Nonprofit streaming service Locast said today that its service has expanded to the Miami-Dade/Ft. Lauderdale and West Palm Beach/Ft. Pierce designated marketing areas.
The expansion, the company said, ups Locast’s number of U.S. TV markets to 21, reaching 134 million viewers, 41% of the U.S. population.
Locast said it now has 1.4 million users.
“For the first time, Floridians located within the Miami and West Palm Beach DMAs will be able to watch their local TV stations on their phones, tablets, laptops or streaming media devices,” said Locast founder and chairman, David Goodfriend, in a statement. “Local TV news is critical for broadcasting alerts about hurricanes, elections and coronavirus-related restrictions, making Locast an important lifeline for South Florida residents and for those who can’t get local TV channels from an off-air antenna or cannot afford a pay-TV subscription.”

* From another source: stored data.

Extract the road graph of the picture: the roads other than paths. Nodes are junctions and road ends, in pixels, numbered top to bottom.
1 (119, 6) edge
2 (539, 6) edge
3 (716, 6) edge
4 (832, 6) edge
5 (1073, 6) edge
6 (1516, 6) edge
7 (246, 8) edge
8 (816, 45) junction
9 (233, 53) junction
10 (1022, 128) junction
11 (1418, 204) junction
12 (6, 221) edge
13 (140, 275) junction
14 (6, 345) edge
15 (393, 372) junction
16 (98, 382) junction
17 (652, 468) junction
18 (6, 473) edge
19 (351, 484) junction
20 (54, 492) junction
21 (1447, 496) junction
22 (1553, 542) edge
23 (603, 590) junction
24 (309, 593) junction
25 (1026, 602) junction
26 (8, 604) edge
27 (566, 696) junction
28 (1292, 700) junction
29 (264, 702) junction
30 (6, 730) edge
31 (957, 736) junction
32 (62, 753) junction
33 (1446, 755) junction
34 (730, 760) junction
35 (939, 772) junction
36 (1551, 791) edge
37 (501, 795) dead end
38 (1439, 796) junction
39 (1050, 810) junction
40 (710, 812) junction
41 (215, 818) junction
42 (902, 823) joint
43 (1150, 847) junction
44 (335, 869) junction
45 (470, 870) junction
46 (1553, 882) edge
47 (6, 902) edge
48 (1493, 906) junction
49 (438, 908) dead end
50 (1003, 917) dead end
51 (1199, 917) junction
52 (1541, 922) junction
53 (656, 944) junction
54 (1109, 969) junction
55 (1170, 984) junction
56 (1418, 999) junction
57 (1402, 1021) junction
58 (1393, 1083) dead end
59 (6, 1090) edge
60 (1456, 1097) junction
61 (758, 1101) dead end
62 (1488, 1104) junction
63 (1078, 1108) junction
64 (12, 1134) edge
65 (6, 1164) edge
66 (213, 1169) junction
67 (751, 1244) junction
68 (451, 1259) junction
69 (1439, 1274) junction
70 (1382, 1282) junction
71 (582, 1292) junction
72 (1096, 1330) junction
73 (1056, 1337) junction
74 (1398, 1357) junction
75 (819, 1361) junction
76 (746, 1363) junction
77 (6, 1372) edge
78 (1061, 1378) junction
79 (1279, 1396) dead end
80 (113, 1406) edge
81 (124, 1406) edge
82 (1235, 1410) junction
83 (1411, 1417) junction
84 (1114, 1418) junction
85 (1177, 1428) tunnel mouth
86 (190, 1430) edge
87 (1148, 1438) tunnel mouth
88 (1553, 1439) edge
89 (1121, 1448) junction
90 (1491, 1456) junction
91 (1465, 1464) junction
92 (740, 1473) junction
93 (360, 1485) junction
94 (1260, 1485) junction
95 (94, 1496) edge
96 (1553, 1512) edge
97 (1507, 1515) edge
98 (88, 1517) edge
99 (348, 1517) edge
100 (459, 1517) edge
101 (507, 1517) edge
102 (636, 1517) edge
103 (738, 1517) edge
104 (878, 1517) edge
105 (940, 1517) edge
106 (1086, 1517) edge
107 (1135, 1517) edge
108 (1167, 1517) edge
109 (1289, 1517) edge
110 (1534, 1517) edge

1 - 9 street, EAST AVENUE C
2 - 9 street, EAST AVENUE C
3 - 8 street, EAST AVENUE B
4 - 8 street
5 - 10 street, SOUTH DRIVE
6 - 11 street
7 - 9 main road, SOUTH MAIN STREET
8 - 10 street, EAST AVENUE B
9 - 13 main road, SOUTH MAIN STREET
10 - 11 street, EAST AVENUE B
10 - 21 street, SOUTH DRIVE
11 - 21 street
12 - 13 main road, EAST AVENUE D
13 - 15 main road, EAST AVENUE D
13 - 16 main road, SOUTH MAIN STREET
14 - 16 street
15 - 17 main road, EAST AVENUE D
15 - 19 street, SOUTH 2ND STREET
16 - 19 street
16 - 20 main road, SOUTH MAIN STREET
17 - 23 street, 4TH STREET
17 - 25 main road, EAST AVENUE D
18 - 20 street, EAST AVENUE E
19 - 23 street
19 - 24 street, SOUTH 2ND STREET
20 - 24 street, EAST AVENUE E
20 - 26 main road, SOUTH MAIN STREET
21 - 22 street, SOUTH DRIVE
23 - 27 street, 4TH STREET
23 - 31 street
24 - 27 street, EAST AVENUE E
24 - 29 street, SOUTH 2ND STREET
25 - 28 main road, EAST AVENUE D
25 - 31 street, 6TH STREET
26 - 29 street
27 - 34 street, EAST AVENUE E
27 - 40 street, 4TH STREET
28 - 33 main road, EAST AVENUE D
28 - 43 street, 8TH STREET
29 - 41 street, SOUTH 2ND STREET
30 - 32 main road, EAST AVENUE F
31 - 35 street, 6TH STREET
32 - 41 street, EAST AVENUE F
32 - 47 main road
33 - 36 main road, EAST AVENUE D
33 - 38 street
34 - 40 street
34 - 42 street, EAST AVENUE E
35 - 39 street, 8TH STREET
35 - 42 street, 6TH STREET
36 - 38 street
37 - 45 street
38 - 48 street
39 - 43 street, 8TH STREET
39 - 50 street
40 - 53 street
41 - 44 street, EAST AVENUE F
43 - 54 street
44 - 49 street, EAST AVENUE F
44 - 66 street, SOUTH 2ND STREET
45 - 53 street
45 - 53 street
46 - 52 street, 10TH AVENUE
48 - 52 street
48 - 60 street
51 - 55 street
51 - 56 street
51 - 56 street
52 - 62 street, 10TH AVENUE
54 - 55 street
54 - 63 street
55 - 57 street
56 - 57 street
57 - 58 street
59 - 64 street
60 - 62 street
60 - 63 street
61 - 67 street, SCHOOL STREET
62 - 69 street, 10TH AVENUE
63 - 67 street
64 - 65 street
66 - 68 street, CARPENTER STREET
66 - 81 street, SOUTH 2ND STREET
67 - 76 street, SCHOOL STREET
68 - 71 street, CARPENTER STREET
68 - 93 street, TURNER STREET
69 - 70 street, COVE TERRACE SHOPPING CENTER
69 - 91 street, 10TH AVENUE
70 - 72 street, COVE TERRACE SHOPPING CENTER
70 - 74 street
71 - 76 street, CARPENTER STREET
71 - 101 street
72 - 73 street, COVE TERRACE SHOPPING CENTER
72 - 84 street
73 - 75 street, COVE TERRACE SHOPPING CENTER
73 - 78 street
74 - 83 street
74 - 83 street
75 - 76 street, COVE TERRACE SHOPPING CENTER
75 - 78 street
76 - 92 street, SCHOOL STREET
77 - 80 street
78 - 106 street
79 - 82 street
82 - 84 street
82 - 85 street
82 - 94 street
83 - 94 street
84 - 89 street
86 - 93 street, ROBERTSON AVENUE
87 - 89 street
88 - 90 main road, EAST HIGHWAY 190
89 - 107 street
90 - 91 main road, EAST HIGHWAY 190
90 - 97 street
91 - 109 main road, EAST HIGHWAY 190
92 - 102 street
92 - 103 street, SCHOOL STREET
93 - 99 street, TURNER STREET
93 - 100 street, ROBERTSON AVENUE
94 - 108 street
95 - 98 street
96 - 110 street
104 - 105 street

Locast delivers more than 40 local TV channels in the Miami-Ft. Lauderdale DMA, including ABC 10, NBC 6, CBS 4, FOX 7, PBS, PBS Kids, Estrella TV, Movies!, The CW, CourtTV, Univision, Telemundo and more. Counties served by the Miami/Ft. Lauderdale DMA include Broward, Miami-Dade and Monroe, including the Florida Keys
West Palm Beach viewers will have access to 28 channels including ABC 25, NBC 5, CBS 12, FOX 29, PBS, and PBS Kids, Azteca America, Mystery, ION, Grit, Justice Network and more. Counties served within the West Palm Beach/Ft. Pierce DMA include Martin, St. Lucie, Okeechobee, Palm Beach North and South, and Indian River.
Founded two years ago by Goodfriend, an attorney and a former Dish Network executive, Locast is a live TV streaming service operated by nonprofit advocacy group the Sports Fan Coalition NY.
Locast provides local broadcast signals over the internet in various cities through an app that’s playable on Roku, Amazon Fire TV, Apple TV, Android TV and TiVo devices, as well as iOS and Android smart phones and tablets. With Locast, you can stream programming on the Big Four broadcast networks (ABC, CBS, NBC and Fox), among other outlets.
Locast operates under a law written into the Copyright Act of 1976 (17 U.S.C. 111(a)(5) that allows nonprofit translator services to rebroadcast local stations without receiving a copyright license from the broadcaster, and even collect a fee to cover the cost of operations. Locast streams signals from local TV stations, all positioned to comply with FCC exclusivity rules. Locast claims it doesn’t have to negotiate retransmission fees from broadcasters, and is exempt from copyright restrictions, unless it’s turning a profit.
In July 2019, ABC, CBS, FOX and NBC filed suit against Locast, comparing it to Aereo and alleging that the streaming service violates their copyrights by retransmitting their programming without permission and compensation. The lawsuit also accuses Locast of allowing its service to be used as a pawn in broadcast retransmission negotiations with Dish and AT&T, operators of the Dish and DirecTV satellite TV companies, respectively.